[Stored records]

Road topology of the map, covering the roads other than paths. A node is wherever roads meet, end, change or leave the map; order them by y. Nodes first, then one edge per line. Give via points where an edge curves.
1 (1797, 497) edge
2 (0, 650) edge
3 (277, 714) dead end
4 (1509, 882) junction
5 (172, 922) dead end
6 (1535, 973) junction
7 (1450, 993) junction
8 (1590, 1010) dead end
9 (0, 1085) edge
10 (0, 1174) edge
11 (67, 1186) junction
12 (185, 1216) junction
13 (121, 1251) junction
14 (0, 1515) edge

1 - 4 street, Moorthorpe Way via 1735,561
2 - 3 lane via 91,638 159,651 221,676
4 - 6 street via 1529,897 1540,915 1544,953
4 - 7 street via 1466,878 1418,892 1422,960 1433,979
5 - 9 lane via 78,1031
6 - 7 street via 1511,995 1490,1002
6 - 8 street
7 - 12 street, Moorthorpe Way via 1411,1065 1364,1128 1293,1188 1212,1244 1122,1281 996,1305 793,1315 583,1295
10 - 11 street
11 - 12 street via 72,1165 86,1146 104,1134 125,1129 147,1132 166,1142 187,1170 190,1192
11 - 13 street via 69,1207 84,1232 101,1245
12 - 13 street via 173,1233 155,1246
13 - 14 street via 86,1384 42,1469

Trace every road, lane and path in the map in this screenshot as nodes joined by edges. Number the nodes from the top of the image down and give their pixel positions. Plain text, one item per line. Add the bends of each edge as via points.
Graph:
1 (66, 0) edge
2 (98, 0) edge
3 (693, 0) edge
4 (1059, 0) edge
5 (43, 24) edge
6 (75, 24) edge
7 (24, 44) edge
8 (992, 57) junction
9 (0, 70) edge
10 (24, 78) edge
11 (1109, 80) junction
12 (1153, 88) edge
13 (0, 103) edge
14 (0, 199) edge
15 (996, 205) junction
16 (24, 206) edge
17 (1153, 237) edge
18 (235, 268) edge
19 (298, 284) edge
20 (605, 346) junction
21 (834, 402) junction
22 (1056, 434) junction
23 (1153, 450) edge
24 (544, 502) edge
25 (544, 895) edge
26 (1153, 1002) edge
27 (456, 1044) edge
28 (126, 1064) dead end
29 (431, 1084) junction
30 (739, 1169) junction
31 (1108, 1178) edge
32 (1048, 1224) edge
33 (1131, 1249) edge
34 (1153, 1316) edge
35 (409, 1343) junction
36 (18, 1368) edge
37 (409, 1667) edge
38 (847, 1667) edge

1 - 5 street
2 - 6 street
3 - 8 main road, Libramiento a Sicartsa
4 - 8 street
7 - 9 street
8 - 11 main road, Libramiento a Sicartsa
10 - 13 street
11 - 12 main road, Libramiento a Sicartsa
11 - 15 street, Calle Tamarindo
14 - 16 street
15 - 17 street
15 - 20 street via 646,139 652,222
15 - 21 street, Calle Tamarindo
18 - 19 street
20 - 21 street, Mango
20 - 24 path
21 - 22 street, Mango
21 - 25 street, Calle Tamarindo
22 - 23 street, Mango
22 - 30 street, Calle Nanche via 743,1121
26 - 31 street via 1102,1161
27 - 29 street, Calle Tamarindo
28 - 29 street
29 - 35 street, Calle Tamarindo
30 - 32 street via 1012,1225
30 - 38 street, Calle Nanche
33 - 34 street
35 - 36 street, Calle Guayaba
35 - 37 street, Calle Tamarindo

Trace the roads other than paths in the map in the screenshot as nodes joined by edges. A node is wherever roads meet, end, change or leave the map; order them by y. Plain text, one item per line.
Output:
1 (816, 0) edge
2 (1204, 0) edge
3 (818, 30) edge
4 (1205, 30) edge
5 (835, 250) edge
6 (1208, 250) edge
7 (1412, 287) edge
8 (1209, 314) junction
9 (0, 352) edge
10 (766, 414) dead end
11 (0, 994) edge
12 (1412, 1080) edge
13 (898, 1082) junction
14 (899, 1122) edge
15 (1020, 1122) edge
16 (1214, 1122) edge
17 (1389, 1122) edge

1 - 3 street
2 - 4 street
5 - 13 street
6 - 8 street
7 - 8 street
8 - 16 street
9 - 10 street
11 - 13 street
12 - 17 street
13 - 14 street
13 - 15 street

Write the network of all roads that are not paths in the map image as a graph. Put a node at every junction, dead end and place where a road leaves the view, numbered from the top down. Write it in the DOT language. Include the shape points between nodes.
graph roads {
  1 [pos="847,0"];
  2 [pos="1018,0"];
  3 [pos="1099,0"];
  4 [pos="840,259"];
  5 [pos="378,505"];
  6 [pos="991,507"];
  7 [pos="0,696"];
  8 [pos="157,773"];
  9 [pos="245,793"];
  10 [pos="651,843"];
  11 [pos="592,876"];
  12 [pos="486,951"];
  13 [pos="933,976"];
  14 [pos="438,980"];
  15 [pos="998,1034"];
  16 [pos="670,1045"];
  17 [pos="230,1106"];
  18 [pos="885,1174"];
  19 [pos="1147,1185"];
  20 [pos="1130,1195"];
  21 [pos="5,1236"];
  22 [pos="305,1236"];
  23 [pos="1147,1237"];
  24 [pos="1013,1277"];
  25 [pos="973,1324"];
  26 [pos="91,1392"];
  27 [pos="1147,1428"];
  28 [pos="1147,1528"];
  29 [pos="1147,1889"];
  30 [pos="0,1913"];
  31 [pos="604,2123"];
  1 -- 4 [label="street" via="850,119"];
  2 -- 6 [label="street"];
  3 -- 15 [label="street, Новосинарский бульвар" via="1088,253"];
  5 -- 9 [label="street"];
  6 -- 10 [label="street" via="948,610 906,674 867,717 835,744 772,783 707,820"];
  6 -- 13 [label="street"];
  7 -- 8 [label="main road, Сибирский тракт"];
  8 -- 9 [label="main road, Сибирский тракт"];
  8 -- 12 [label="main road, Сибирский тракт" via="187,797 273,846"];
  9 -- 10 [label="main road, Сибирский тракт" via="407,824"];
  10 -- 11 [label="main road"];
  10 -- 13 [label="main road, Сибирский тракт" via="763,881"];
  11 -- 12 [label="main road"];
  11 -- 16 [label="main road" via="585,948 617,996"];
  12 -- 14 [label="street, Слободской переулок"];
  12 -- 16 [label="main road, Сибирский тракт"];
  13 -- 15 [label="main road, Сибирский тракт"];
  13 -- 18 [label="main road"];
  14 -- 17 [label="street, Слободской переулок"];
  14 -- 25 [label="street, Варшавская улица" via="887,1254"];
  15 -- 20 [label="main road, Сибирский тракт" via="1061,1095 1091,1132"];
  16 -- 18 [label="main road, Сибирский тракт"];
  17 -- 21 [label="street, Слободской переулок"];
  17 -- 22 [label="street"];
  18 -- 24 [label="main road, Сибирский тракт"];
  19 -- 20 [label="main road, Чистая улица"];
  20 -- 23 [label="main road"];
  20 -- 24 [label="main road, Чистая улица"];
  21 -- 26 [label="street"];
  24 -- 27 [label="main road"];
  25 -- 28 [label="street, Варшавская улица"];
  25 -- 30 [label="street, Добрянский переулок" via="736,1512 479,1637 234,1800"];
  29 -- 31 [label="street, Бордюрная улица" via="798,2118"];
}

→ **Required action**
The records above must be repeated exactly, in their entirety.

→ **Answer**
Road topology of the map, covering the roads other than paths. A node is wherever roads meet, end, change or leave the map; order them by y. Nodes first, then one edge per line. Give via points where an edge curves.
1 (1797, 497) edge
2 (0, 650) edge
3 (277, 714) dead end
4 (1509, 882) junction
5 (172, 922) dead end
6 (1535, 973) junction
7 (1450, 993) junction
8 (1590, 1010) dead end
9 (0, 1085) edge
10 (0, 1174) edge
11 (67, 1186) junction
12 (185, 1216) junction
13 (121, 1251) junction
14 (0, 1515) edge

1 - 4 street, Moorthorpe Way via 1735,561
2 - 3 lane via 91,638 159,651 221,676
4 - 6 street via 1529,897 1540,915 1544,953
4 - 7 street via 1466,878 1418,892 1422,960 1433,979
5 - 9 lane via 78,1031
6 - 7 street via 1511,995 1490,1002
6 - 8 street
7 - 12 street, Moorthorpe Way via 1411,1065 1364,1128 1293,1188 1212,1244 1122,1281 996,1305 793,1315 583,1295
10 - 11 street
11 - 12 street via 72,1165 86,1146 104,1134 125,1129 147,1132 166,1142 187,1170 190,1192
11 - 13 street via 69,1207 84,1232 101,1245
12 - 13 street via 173,1233 155,1246
13 - 14 street via 86,1384 42,1469

Trace every road, lane and path in the map in this screenshot as nodes joined by edges. Number the nodes from the top of the image down and give their pixel positions. Plain text, one item per line. Add the bends of each edge as via points.
Graph:
1 (66, 0) edge
2 (98, 0) edge
3 (693, 0) edge
4 (1059, 0) edge
5 (43, 24) edge
6 (75, 24) edge
7 (24, 44) edge
8 (992, 57) junction
9 (0, 70) edge
10 (24, 78) edge
11 (1109, 80) junction
12 (1153, 88) edge
13 (0, 103) edge
14 (0, 199) edge
15 (996, 205) junction
16 (24, 206) edge
17 (1153, 237) edge
18 (235, 268) edge
19 (298, 284) edge
20 (605, 346) junction
21 (834, 402) junction
22 (1056, 434) junction
23 (1153, 450) edge
24 (544, 502) edge
25 (544, 895) edge
26 (1153, 1002) edge
27 (456, 1044) edge
28 (126, 1064) dead end
29 (431, 1084) junction
30 (739, 1169) junction
31 (1108, 1178) edge
32 (1048, 1224) edge
33 (1131, 1249) edge
34 (1153, 1316) edge
35 (409, 1343) junction
36 (18, 1368) edge
37 (409, 1667) edge
38 (847, 1667) edge

1 - 5 street
2 - 6 street
3 - 8 main road, Libramiento a Sicartsa
4 - 8 street
7 - 9 street
8 - 11 main road, Libramiento a Sicartsa
10 - 13 street
11 - 12 main road, Libramiento a Sicartsa
11 - 15 street, Calle Tamarindo
14 - 16 street
15 - 17 street
15 - 20 street via 646,139 652,222
15 - 21 street, Calle Tamarindo
18 - 19 street
20 - 21 street, Mango
20 - 24 path
21 - 22 street, Mango
21 - 25 street, Calle Tamarindo
22 - 23 street, Mango
22 - 30 street, Calle Nanche via 743,1121
26 - 31 street via 1102,1161
27 - 29 street, Calle Tamarindo
28 - 29 street
29 - 35 street, Calle Tamarindo
30 - 32 street via 1012,1225
30 - 38 street, Calle Nanche
33 - 34 street
35 - 36 street, Calle Guayaba
35 - 37 street, Calle Tamarindo

Trace the roads other than paths in the map in the screenshot as nodes joined by edges. A node is wherever roads meet, end, change or leave the map; order them by y. Plain text, one item per line.
Output:
1 (816, 0) edge
2 (1204, 0) edge
3 (818, 30) edge
4 (1205, 30) edge
5 (835, 250) edge
6 (1208, 250) edge
7 (1412, 287) edge
8 (1209, 314) junction
9 (0, 352) edge
10 (766, 414) dead end
11 (0, 994) edge
12 (1412, 1080) edge
13 (898, 1082) junction
14 (899, 1122) edge
15 (1020, 1122) edge
16 (1214, 1122) edge
17 (1389, 1122) edge

1 - 3 street
2 - 4 street
5 - 13 street
6 - 8 street
7 - 8 street
8 - 16 street
9 - 10 street
11 - 13 street
12 - 17 street
13 - 14 street
13 - 15 street

Write the network of all roads that are not paths in the map image as a graph. Put a node at every junction, dead end and place where a road leaves the view, numbered from the top down. Write it in the DOT language. Include the shape points between nodes.
graph roads {
  1 [pos="847,0"];
  2 [pos="1018,0"];
  3 [pos="1099,0"];
  4 [pos="840,259"];
  5 [pos="378,505"];
  6 [pos="991,507"];
  7 [pos="0,696"];
  8 [pos="157,773"];
  9 [pos="245,793"];
  10 [pos="651,843"];
  11 [pos="592,876"];
  12 [pos="486,951"];
  13 [pos="933,976"];
  14 [pos="438,980"];
  15 [pos="998,1034"];
  16 [pos="670,1045"];
  17 [pos="230,1106"];
  18 [pos="885,1174"];
  19 [pos="1147,1185"];
  20 [pos="1130,1195"];
  21 [pos="5,1236"];
  22 [pos="305,1236"];
  23 [pos="1147,1237"];
  24 [pos="1013,1277"];
  25 [pos="973,1324"];
  26 [pos="91,1392"];
  27 [pos="1147,1428"];
  28 [pos="1147,1528"];
  29 [pos="1147,1889"];
  30 [pos="0,1913"];
  31 [pos="604,2123"];
  1 -- 4 [label="street" via="850,119"];
  2 -- 6 [label="street"];
  3 -- 15 [label="street, Новосинарский бульвар" via="1088,253"];
  5 -- 9 [label="street"];
  6 -- 10 [label="street" via="948,610 906,674 867,717 835,744 772,783 707,820"];
  6 -- 13 [label="street"];
  7 -- 8 [label="main road, Сибирский тракт"];
  8 -- 9 [label="main road, Сибирский тракт"];
  8 -- 12 [label="main road, Сибирский тракт" via="187,797 273,846"];
  9 -- 10 [label="main road, Сибирский тракт" via="407,824"];
  10 -- 11 [label="main road"];
  10 -- 13 [label="main road, Сибирский тракт" via="763,881"];
  11 -- 12 [label="main road"];
  11 -- 16 [label="main road" via="585,948 617,996"];
  12 -- 14 [label="street, Слободской переулок"];
  12 -- 16 [label="main road, Сибирский тракт"];
  13 -- 15 [label="main road, Сибирский тракт"];
  13 -- 18 [label="main road"];
  14 -- 17 [label="street, Слободской переулок"];
  14 -- 25 [label="street, Варшавская улица" via="887,1254"];
  15 -- 20 [label="main road, Сибирский тракт" via="1061,1095 1091,1132"];
  16 -- 18 [label="main road, Сибирский тракт"];
  17 -- 21 [label="street, Слободской переулок"];
  17 -- 22 [label="street"];
  18 -- 24 [label="main road, Сибирский тракт"];
  19 -- 20 [label="main road, Чистая улица"];
  20 -- 23 [label="main road"];
  20 -- 24 [label="main road, Чистая улица"];
  21 -- 26 [label="street"];
  24 -- 27 [label="main road"];
  25 -- 28 [label="street, Варшавская улица"];
  25 -- 30 [label="street, Добрянский переулок" via="736,1512 479,1637 234,1800"];
  29 -- 31 [label="street, Бордюрная улица" via="798,2118"];
}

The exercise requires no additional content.